Saturday, August 13, 2011

S&P downgrades Fannie Mae, Freddie Mac credit ratings

WASHINGTON -- Standard & Poor's Ratings Services on Monday downgraded the credit ratings of mortgage lenders Fannie Mae and Freddie Mac and other agencies linked to long-term U.S. debt.

The agency also lowered the ratings for: farm lenders; long-term U.S. government-backed debt issued by 32 banks and credit unions; and three major clearinghouses, which are used to execute trades of stocks, bonds and options.

All the downgrades were from AAA to AA+. S&P says the agencies and banks all have debt that is exposed to economic volatility and a further downgrade of long-term U.S. debt. Their creditworthiness hinges on the U.S. government's ability to pay its own creditors.

Stocks plunged further after the downgrades. The Dow Jones industrial average fell nearly 300 points, or 3.2 percent. The S&P 500 stock index tumbled nearly 5%. Investors seeking safety drove gold prices up and Treasury yields down.

Monday's downgrades of the mortgage giants Fannie and Freddie reflected their "direct reliance" on the U.S. government, S&P said.

Fannie and Freddie own or guarantee about half of all U.S. mortgages, or nearly 31 million home loans worth more than $5 trillion. As part of a nationalized system, they account for nearly all new mortgage loans. Their downgrade might force anyone looking to buy a home to pay higher mortgage rates.

Officials at Standard & Poor's say they will also indicate shortly how local and state governments will be affected by their decision on Friday to lower the long-term U.S. debt from AAA to AA+.

S&P on Friday said that it was downgrading U.S. debt for the first time in history because it lacks confidence that political leaders will make the choices needed to avert a long-term fiscal crisis.

The downgrade of long-term debt issued by the U.S. government affects the banking and lending industries because many interest rates are pegged to the yields on Treasury securities. In addition, many companies use the securities as collateral that they would surrender if their bets lost value.

The lower credit rating for long-term U.S. debt means that it might be considered less valuable for those purposes.
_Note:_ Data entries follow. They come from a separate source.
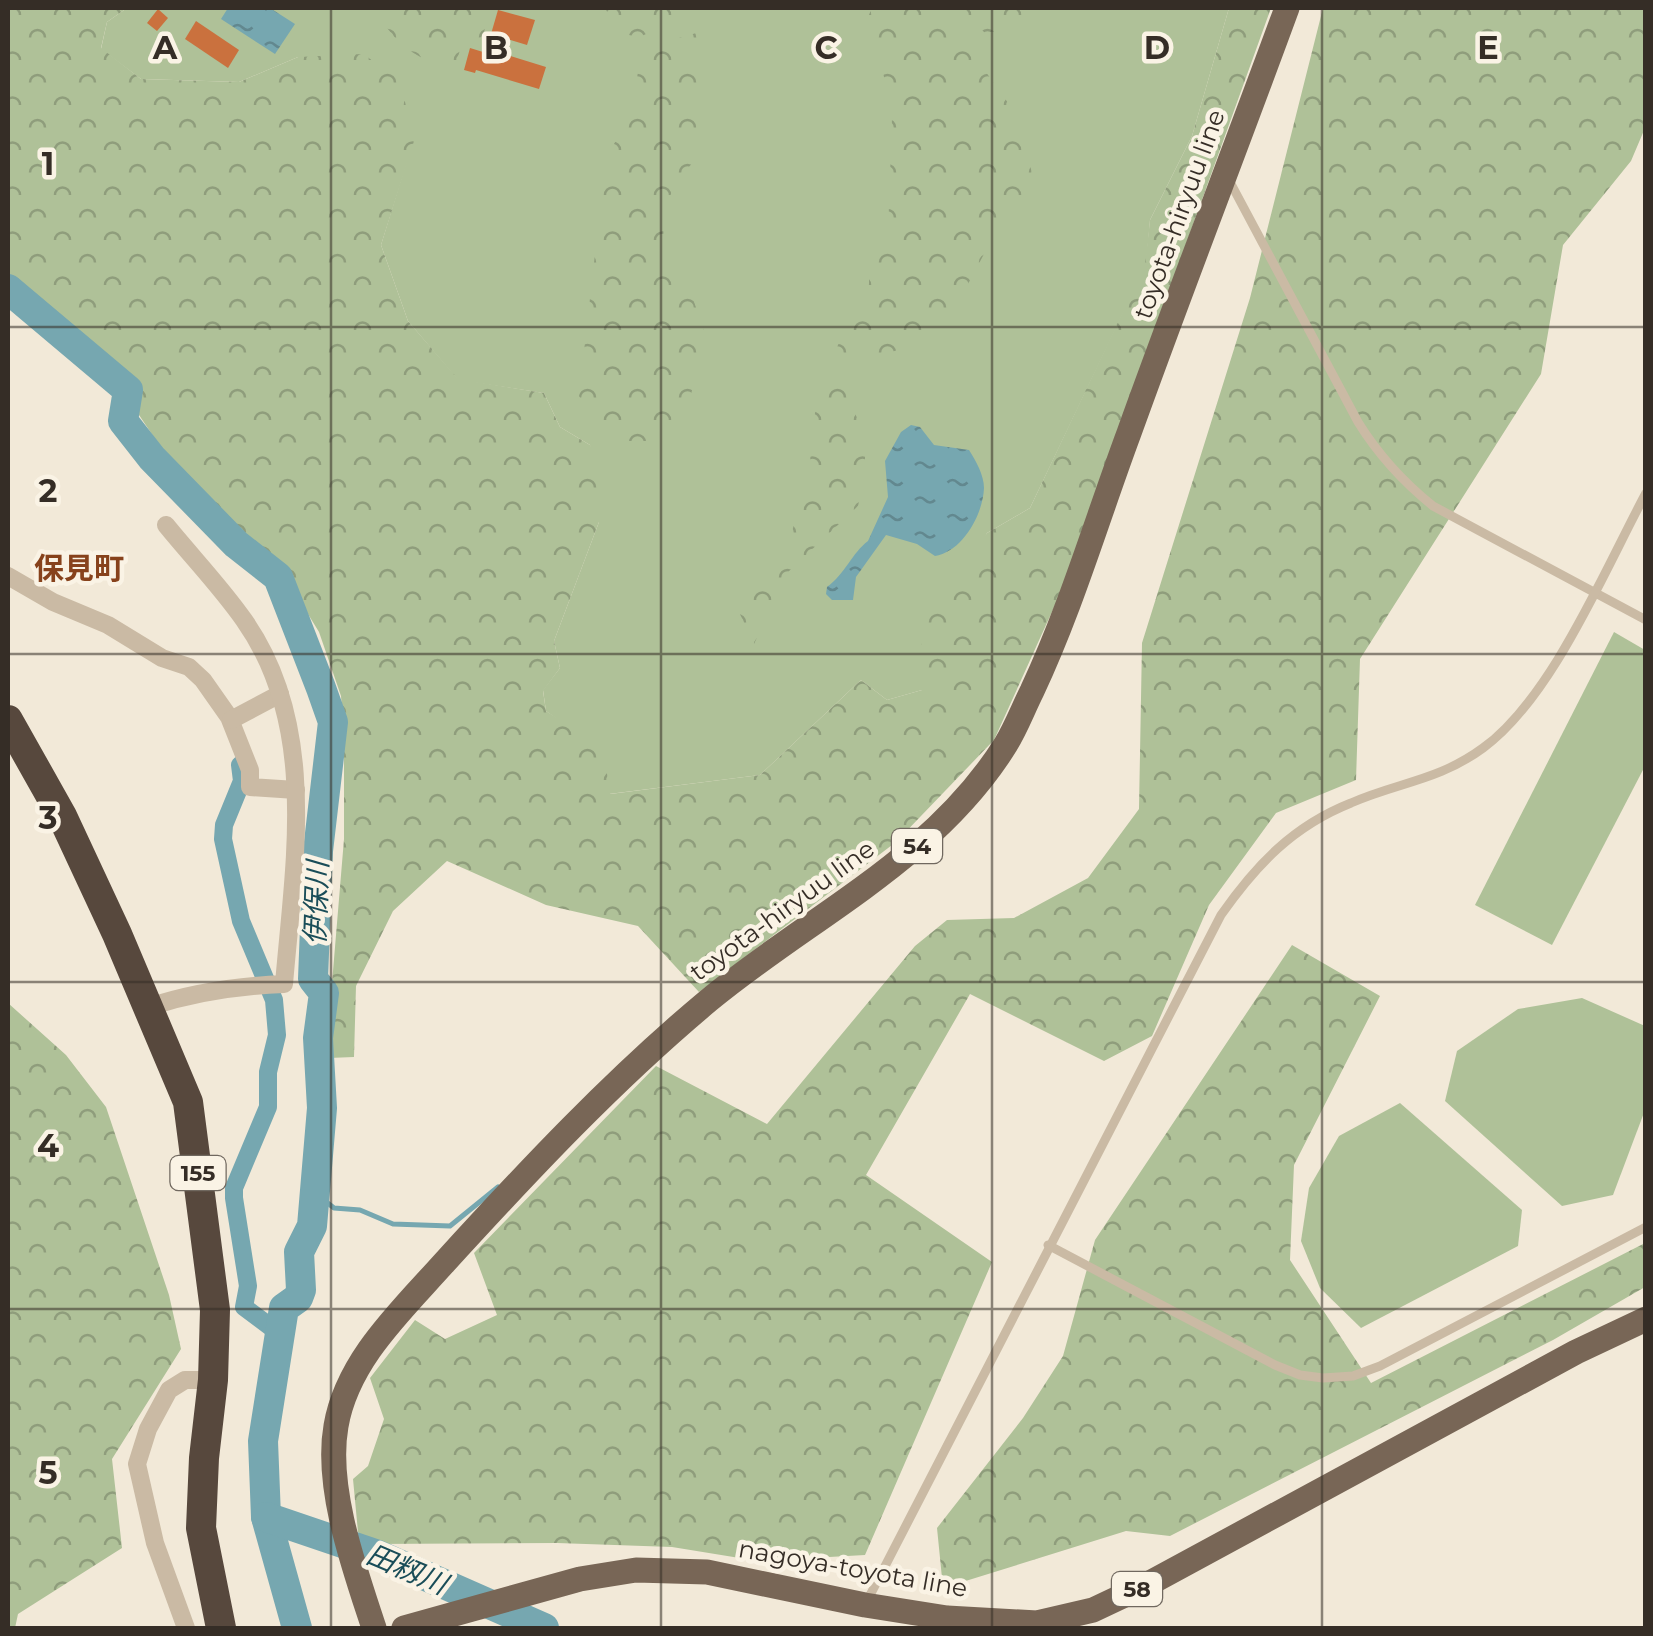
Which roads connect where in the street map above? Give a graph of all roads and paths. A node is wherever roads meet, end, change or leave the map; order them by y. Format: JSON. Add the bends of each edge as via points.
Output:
{"nodes":[{"id":1,"x":1287,"y":8,"type":"edge"},
{"id":2,"x":1226,"y":175,"type":"junction"},
{"id":3,"x":1646,"y":493,"type":"edge"},
{"id":4,"x":166,"y":525,"type":"dead end"},
{"id":5,"x":8,"y":576,"type":"edge"},
{"id":6,"x":1593,"y":592,"type":"junction"},
{"id":7,"x":1646,"y":620,"type":"edge"},
{"id":8,"x":280,"y":694,"type":"junction"},
{"id":9,"x":8,"y":720,"type":"edge"},
{"id":10,"x":231,"y":720,"type":"junction"},
{"id":11,"x":16,"y":752,"type":"edge"},
{"id":12,"x":296,"y":790,"type":"junction"},
{"id":13,"x":148,"y":1007,"type":"junction"},
{"id":14,"x":1646,"y":1227,"type":"edge"},
{"id":15,"x":1048,"y":1245,"type":"junction"},
{"id":16,"x":1646,"y":1319,"type":"edge"},
{"id":17,"x":214,"y":1380,"type":"junction"},
{"id":18,"x":865,"y":1605,"type":"junction"},
{"id":19,"x":186,"y":1628,"type":"edge"},
{"id":20,"x":221,"y":1628,"type":"edge"},
{"id":21,"x":374,"y":1628,"type":"edge"},
{"id":22,"x":404,"y":1628,"type":"edge"}],
"edges":[{"from":1,"to":2,"type":"main road","name":"toyota-hiryuu line","number":"54"},
{"from":2,"to":6,"type":"lane","via":[[1378,455],[1433,506]]},
{"from":2,"to":21,"type":"main road","name":"toyota-hiryuu line","number":"54","via":[[1055,642],[1008,741],[977,786],[907,855],[711,998],[600,1100],[366,1354],[344,1396],[334,1462]]},
{"from":3,"to":6,"type":"lane"},
{"from":4,"to":8,"type":"street","via":[[246,622]]},
{"from":5,"to":10,"type":"street","via":[[189,667]]},
{"from":6,"to":7,"type":"lane"},
{"from":6,"to":15,"type":"lane","via":[[1530,701],[1486,746],[1439,775],[1320,818],[1249,875],[1221,915]]},
{"from":8,"to":10,"type":"street"},
{"from":8,"to":12,"type":"street"},
{"from":9,"to":11,"type":"highway","number":"155"},
{"from":10,"to":12,"type":"street","via":[[250,787]]},
{"from":11,"to":13,"type":"highway","number":"155","via":[[62,816]]},
{"from":12,"to":13,"type":"street","via":[[284,984],[191,993]]},
{"from":13,"to":17,"type":"highway","number":"155","via":[[188,1102],[215,1310]]},
{"from":14,"to":15,"type":"lane","via":[[1380,1366],[1324,1378],[1238,1348]]},
{"from":15,"to":18,"type":"lane"},
{"from":16,"to":18,"type":"main road","name":"nagoya-toyota line","number":"58","via":[[1093,1610],[1037,1623]]},
{"from":17,"to":19,"type":"street","via":[[186,1380],[169,1390],[137,1464]]},
{"from":17,"to":20,"type":"highway","number":"155","via":[[200,1528]]},
{"from":18,"to":22,"type":"main road","name":"nagoya-toyota line","number":"58","via":[[707,1572],[636,1570],[573,1580]]}]}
It might become more costly for companies to borrow or trade.

Ten of the country's 12 Federal Home Loan Banks also were downgraded from AAA to AA+. The banks of Chicago and Seattle had already been downgraded earlier to AA+.

A spokesman for Freddie Mac declined to comment on the move.
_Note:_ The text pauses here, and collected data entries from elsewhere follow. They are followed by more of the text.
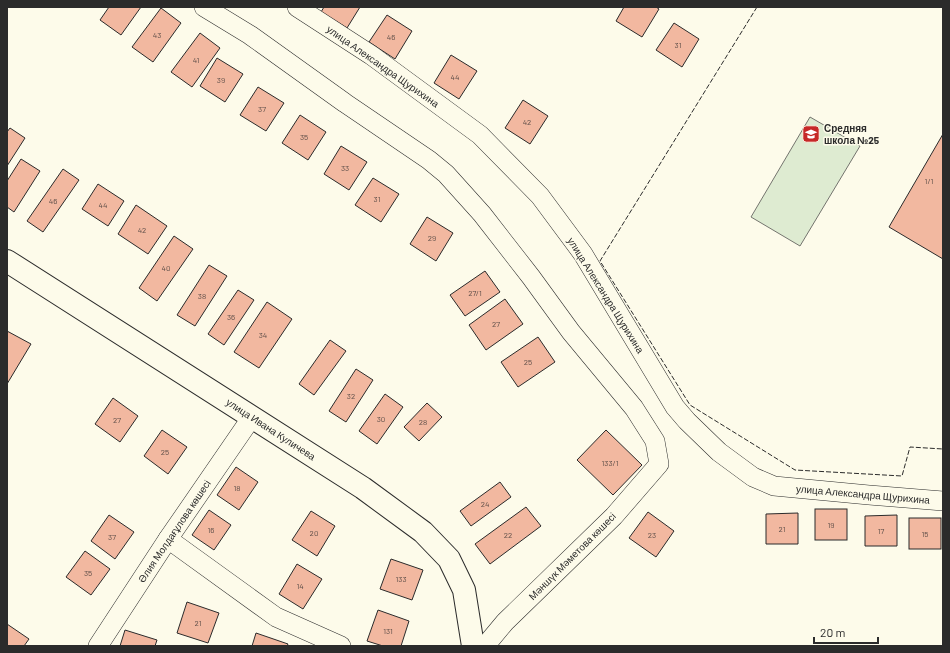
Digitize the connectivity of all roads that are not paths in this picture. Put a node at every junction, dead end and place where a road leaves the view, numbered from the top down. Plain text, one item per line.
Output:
1 (204, 7) edge
2 (297, 7) edge
3 (7, 260) edge
4 (252, 417) junction
5 (943, 501) edge
6 (168, 539) junction
7 (98, 646) edge
8 (341, 646) edge
9 (473, 646) edge
10 (485, 646) edge

1 - 10 street, Мәншүк Мәметова көшесі
2 - 5 street, улица Александра Щурихина
3 - 4 street, улица Ивана Куличева
4 - 6 street, Әлия Молдағұлова көшесі
4 - 9 street, улица Ивана Куличева
6 - 7 street, Әлия Молдағұлова көшесі
6 - 8 street

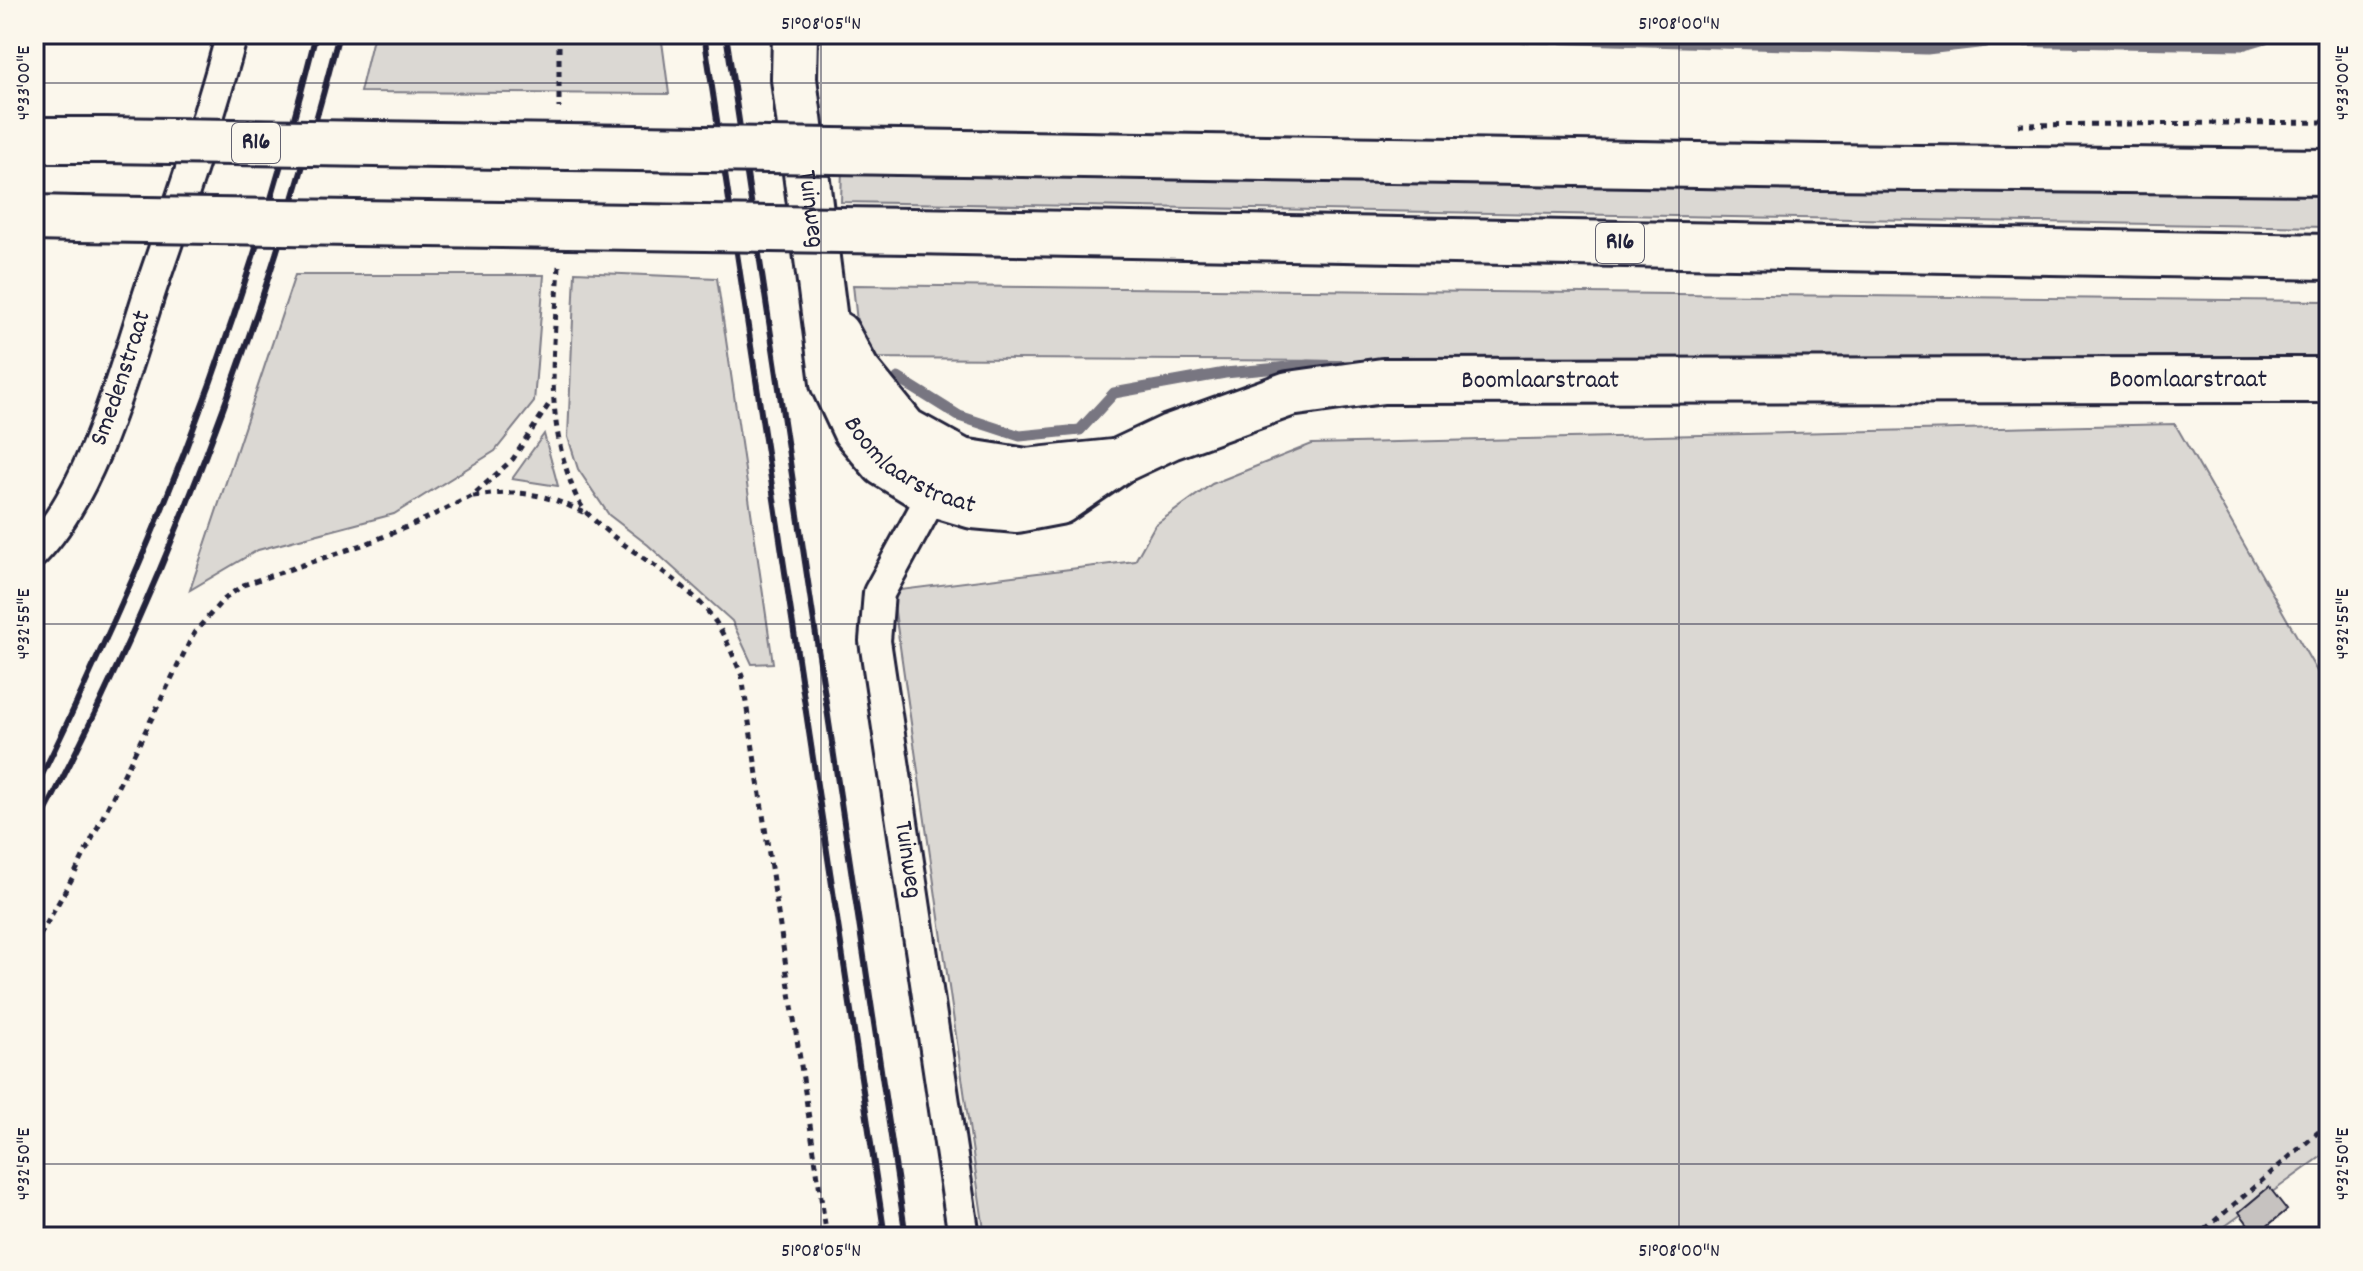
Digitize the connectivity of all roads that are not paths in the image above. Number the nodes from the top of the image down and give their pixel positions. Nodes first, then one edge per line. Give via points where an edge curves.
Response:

Standard & Poor's has also cut the ratings on nearly $6 billion in Israeli sovereign bonds backed by the U.S. government to AA+ from AAA.

The ratings agency says the cut Monday is in line with its downgrade of the U.S. debt rating on Friday, to AA+ from AAA.

S&P says its A/A-1 sovereign credit ratings on Israel remains unchanged.

The Israeli Finance Ministry said it was not aware of the downgrade and had no immediate comment.

The U.S. has guaranteed $19 billion in Israel-issued bonds since the 1990s, giving Israel favorable terms of interest when borrowing.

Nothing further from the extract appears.